Here's part of a comment I recently received via email, along with part of my response:

> You said you wondered if Rod might be headed down the wrong path with his design.
>
> I'm currently working on a similar
> design. I've done most of the code and it works, but it is quite complex
> and maybe not the best.
>
> Could you please tell me in brief your concern with Rod's design? Do you
> know of a better way to launch,
> manage and monitor long running server processes from a browser, how would
> you do it?
>

You said your solution is quite complex. Tell me more about those pain points. Is it complex because it has to be, or because you haven't come up with a simpler implementation yet? (This will also give me some technical
details about your environment.)

Overall, my concern about Rod's ideas was that he was trying to force these two ideas (long running server-centric processes/jobs, and HTTP) to work together when they aren't really designed to. So, my first question to him was, "Are you trying to solve the right problem?"

What if the "right problem" was really that his deploy jobs were too monolithic and slow and he was trying to force a solution rather than come up with a better idea? Sometimes, we get stuck on a weird workflow idea that doesn't work very well and we have a hard time stepping back and gaining more perspective on the problem at hand. Conversely, sometimes the problem space really is just tough and ugly, so our solution ends up looking a little ugly too.

sswam said...

Well, I decided to fork the long-running jobs from the web-server, rather than creating another 'process server' deamon and sending messages to it. That might have been simpler.

Of course it would be much simpler to abandon the whole task and just run the jobs from the command-line in 'screen'. I would do that, but it's not my decision.

There are several 'pain points' with forking from a web server such as Apache / mod_perl:
- have to close all file descriptors
- have to start a new process session
- have to consider whether it will work with a multi-threaded rather than pre-forked server
- there was plenty of relevant reading and thinking to do

I decided to do this 'safe fork' stuff myself, so that the solution would not depend on using Apache. We use a different server during development.

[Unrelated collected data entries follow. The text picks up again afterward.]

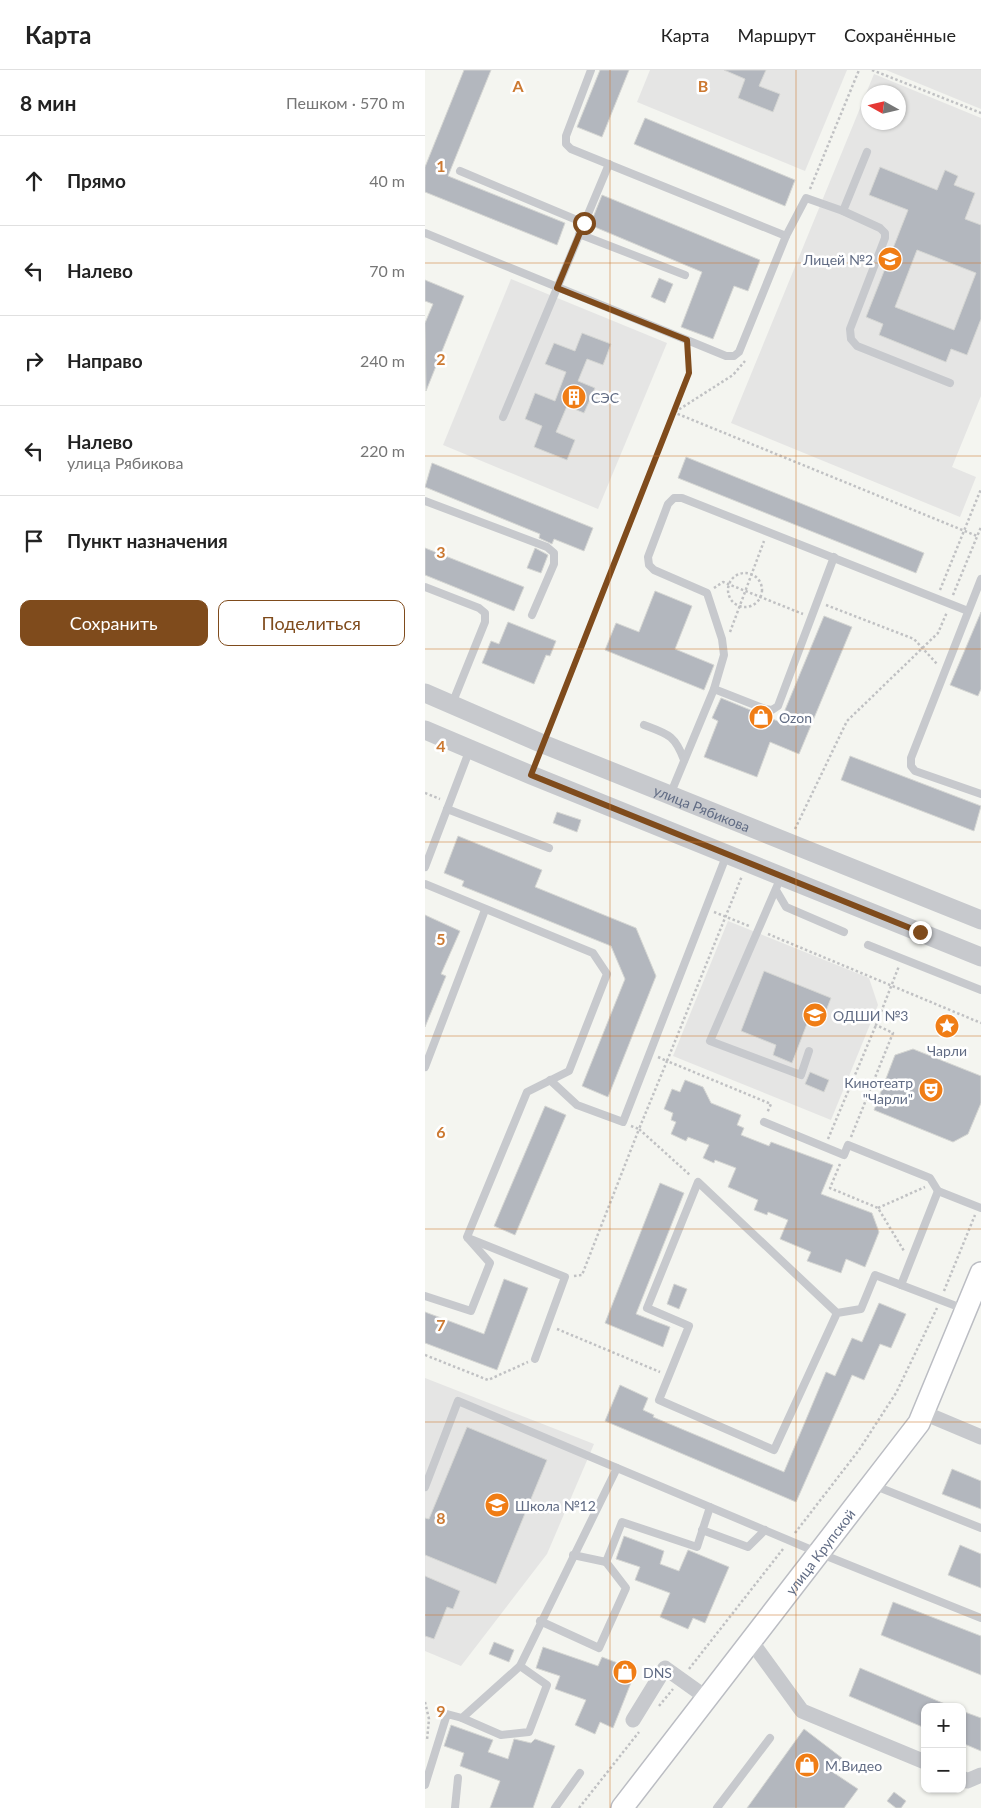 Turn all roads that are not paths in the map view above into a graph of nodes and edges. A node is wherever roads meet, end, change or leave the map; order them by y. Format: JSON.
{"nodes":[{"id":1,"x":591,"y":70,"type":"edge"},
{"id":2,"x":867,"y":152,"type":"dead end"},
{"id":3,"x":609,"y":164,"type":"junction"},
{"id":4,"x":459,"y":171,"type":"dead end"},
{"id":5,"x":843,"y":211,"type":"junction"},
{"id":6,"x":584,"y":223,"type":"junction"},
{"id":7,"x":425,"y":233,"type":"edge"},
{"id":8,"x":579,"y":234,"type":"junction"},
{"id":9,"x":786,"y":236,"type":"junction"},
{"id":10,"x":685,"y":275,"type":"dead end"},
{"id":11,"x":557,"y":288,"type":"junction"},
{"id":12,"x":950,"y":383,"type":"dead end"},
{"id":13,"x":503,"y":417,"type":"dead end"},
{"id":14,"x":425,"y":501,"type":"edge"},
{"id":15,"x":834,"y":557,"type":"junction"},
{"id":16,"x":981,"y":579,"type":"edge"},
{"id":17,"x":425,"y":587,"type":"edge"},
{"id":18,"x":968,"y":611,"type":"junction"},
{"id":19,"x":533,"y":615,"type":"dead end"},
{"id":20,"x":714,"y":689,"type":"junction"},
{"id":21,"x":425,"y":693,"type":"edge"},
{"id":22,"x":452,"y":705,"type":"junction"},
{"id":23,"x":644,"y":725,"type":"dead end"},
{"id":24,"x":425,"y":730,"type":"edge"},
{"id":25,"x":469,"y":749,"type":"junction"},
{"id":26,"x":684,"y":760,"type":"junction"},
{"id":27,"x":981,"y":794,"type":"edge"},
{"id":28,"x":670,"y":795,"type":"junction"},
{"id":29,"x":448,"y":806,"type":"junction"},
{"id":30,"x":549,"y":848,"type":"dead end"},
{"id":31,"x":728,"y":853,"type":"junction"},
{"id":32,"x":425,"y":867,"type":"edge"},
{"id":33,"x":779,"y":882,"type":"junction"},
{"id":34,"x":425,"y":884,"type":"edge"},
{"id":35,"x":485,"y":910,"type":"junction"},
{"id":36,"x":981,"y":920,"type":"edge"},
{"id":37,"x":844,"y":932,"type":"dead end"},
{"id":38,"x":868,"y":945,"type":"dead end"},
{"id":39,"x":981,"y":957,"type":"edge"},
{"id":40,"x":981,"y":990,"type":"edge"},
{"id":41,"x":809,"y":1051,"type":"dead end"},
{"id":42,"x":425,"y":1067,"type":"edge"},
{"id":43,"x":550,"y":1080,"type":"junction"},
{"id":44,"x":764,"y":1122,"type":"road end"},
{"id":45,"x":938,"y":1191,"type":"junction"},
{"id":46,"x":980,"y":1207,"type":"edge"},
{"id":47,"x":467,"y":1237,"type":"junction"},
{"id":48,"x":981,"y":1273,"type":"edge"},
{"id":49,"x":901,"y":1285,"type":"junction"},
{"id":50,"x":425,"y":1296,"type":"edge"},
{"id":51,"x":966,"y":1309,"type":"junction"},
{"id":52,"x":837,"y":1313,"type":"junction"},
{"id":53,"x":535,"y":1359,"type":"road end"},
{"id":54,"x":924,"y":1413,"type":"junction"},
{"id":55,"x":981,"y":1436,"type":"edge"},
{"id":56,"x":617,"y":1468,"type":"junction"},
{"id":57,"x":871,"y":1484,"type":"junction"},
{"id":58,"x":425,"y":1487,"type":"edge"},
{"id":59,"x":710,"y":1507,"type":"junction"},
{"id":60,"x":981,"y":1528,"type":"edge"},
{"id":61,"x":702,"y":1530,"type":"junction"},
{"id":62,"x":765,"y":1530,"type":"junction"},
{"id":63,"x":819,"y":1553,"type":"junction"},
{"id":64,"x":573,"y":1555,"type":"junction"},
{"id":65,"x":606,"y":1562,"type":"junction"},
{"id":66,"x":981,"y":1618,"type":"edge"},
{"id":67,"x":540,"y":1621,"type":"junction"},
{"id":68,"x":751,"y":1641,"type":"junction"},
{"id":69,"x":520,"y":1666,"type":"junction"},
{"id":70,"x":707,"y":1698,"type":"junction"},
{"id":71,"x":463,"y":1718,"type":"junction"},
{"id":72,"x":639,"y":1722,"type":"road end"},
{"id":73,"x":770,"y":1738,"type":"dead end"},
{"id":74,"x":921,"y":1760,"type":"edge"},
{"id":75,"x":580,"y":1773,"type":"dead end"},
{"id":76,"x":981,"y":1775,"type":"edge"},
{"id":77,"x":458,"y":1778,"type":"dead end"},
{"id":78,"x":966,"y":1780,"type":"edge"},
{"id":79,"x":425,"y":1785,"type":"edge"},
{"id":80,"x":455,"y":1808,"type":"edge"},
{"id":81,"x":555,"y":1808,"type":"edge"},
{"id":82,"x":623,"y":1808,"type":"edge"},
{"id":83,"x":717,"y":1808,"type":"edge"}],
"edges":[{"from":1,"to":3,"type":"lane"},
{"from":2,"to":5,"type":"lane"},
{"from":3,"to":6,"type":"lane"},
{"from":3,"to":9,"type":"lane"},
{"from":4,"to":6,"type":"lane"},
{"from":5,"to":9,"type":"lane"},
{"from":5,"to":12,"type":"lane"},
{"from":6,"to":8,"type":"lane"},
{"from":7,"to":11,"type":"lane"},
{"from":8,"to":10,"type":"lane"},
{"from":8,"to":11,"type":"lane"},
{"from":9,"to":11,"type":"lane"},
{"from":11,"to":13,"type":"lane"},
{"from":14,"to":19,"type":"lane"},
{"from":15,"to":18,"type":"lane"},
{"from":15,"to":20,"type":"lane"},
{"from":15,"to":20,"type":"lane"},
{"from":16,"to":18,"type":"lane"},
{"from":17,"to":22,"type":"lane"},
{"from":18,"to":27,"type":"lane"},
{"from":20,"to":26,"type":"lane"},
{"from":21,"to":22,"type":"street","name":"улица Рябикова"},
{"from":22,"to":28,"type":"street","name":"улица Рябикова"},
{"from":23,"to":26,"type":"lane"},
{"from":24,"to":25,"type":"street"},
{"from":25,"to":29,"type":"lane"},
{"from":25,"to":31,"type":"street"},
{"from":26,"to":28,"type":"lane"},
{"from":28,"to":36,"type":"street","name":"улица Рябикова"},
{"from":29,"to":30,"type":"lane"},
{"from":29,"to":32,"type":"lane"},
{"from":31,"to":33,"type":"street"},
{"from":31,"to":43,"type":"lane"},
{"from":33,"to":37,"type":"lane"},
{"from":33,"to":39,"type":"street"},
{"from":33,"to":41,"type":"lane"},
{"from":34,"to":35,"type":"lane"},
{"from":35,"to":42,"type":"lane"},
{"from":35,"to":43,"type":"lane"},
{"from":38,"to":40,"type":"lane"},
{"from":43,"to":47,"type":"lane"},
{"from":44,"to":45,"type":"lane"},
{"from":45,"to":46,"type":"lane"},
{"from":45,"to":49,"type":"lane"},
{"from":47,"to":50,"type":"lane"},
{"from":47,"to":53,"type":"lane"},
{"from":48,"to":51,"type":"main road","name":"улица Крупской"},
{"from":49,"to":51,"type":"lane"},
{"from":49,"to":52,"type":"lane"},
{"from":51,"to":54,"type":"main road","name":"улица Крупской"},
{"from":52,"to":52,"type":"lane"},
{"from":54,"to":55,"type":"street"},
{"from":54,"to":57,"type":"main road","name":"улица Крупской"},
{"from":56,"to":58,"type":"lane"},
{"from":56,"to":59,"type":"lane"},
{"from":56,"to":64,"type":"lane"},
{"from":57,"to":60,"type":"lane"},
{"from":57,"to":63,"type":"main road","name":"улица Крупской"},
{"from":59,"to":61,"type":"lane"},
{"from":59,"to":62,"type":"lane"},
{"from":61,"to":62,"type":"lane"},
{"from":61,"to":65,"type":"lane"},
{"from":62,"to":63,"type":"lane"},
{"from":63,"to":66,"type":"lane"},
{"from":63,"to":68,"type":"main road","name":"улица Крупской"},
{"from":64,"to":65,"type":"lane"},
{"from":64,"to":67,"type":"lane"},
{"from":65,"to":67,"type":"lane"},
{"from":67,"to":69,"type":"lane"},
{"from":68,"to":70,"type":"main road","name":"улица Крупской"},
{"from":68,"to":74,"type":"street"},
{"from":69,"to":71,"type":"lane"},
{"from":69,"to":71,"type":"lane"},
{"from":70,"to":72,"type":"street"},
{"from":70,"to":82,"type":"main road","name":"улица Крупской"},
{"from":71,"to":79,"type":"lane"},
{"from":73,"to":83,"type":"lane"},
{"from":75,"to":81,"type":"lane"},
{"from":76,"to":78,"type":"street"},
{"from":77,"to":80,"type":"lane"}]}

There are more complexities tracking how the tasks are progressing, checking whether they are still running, etc.

It's probably about as complex as it needs to be, or a little more, but if there is a vastly better way I'd like to know it.

I could attempt to speed up the jobs, but they necessarily will take quite a while. Much longer than I can tie up an Apache worker.

Thanks for listening!

Anonymous said...

Nice write up, gave me an idea of how to implement. I am a newbie to jquery, this was really helpful.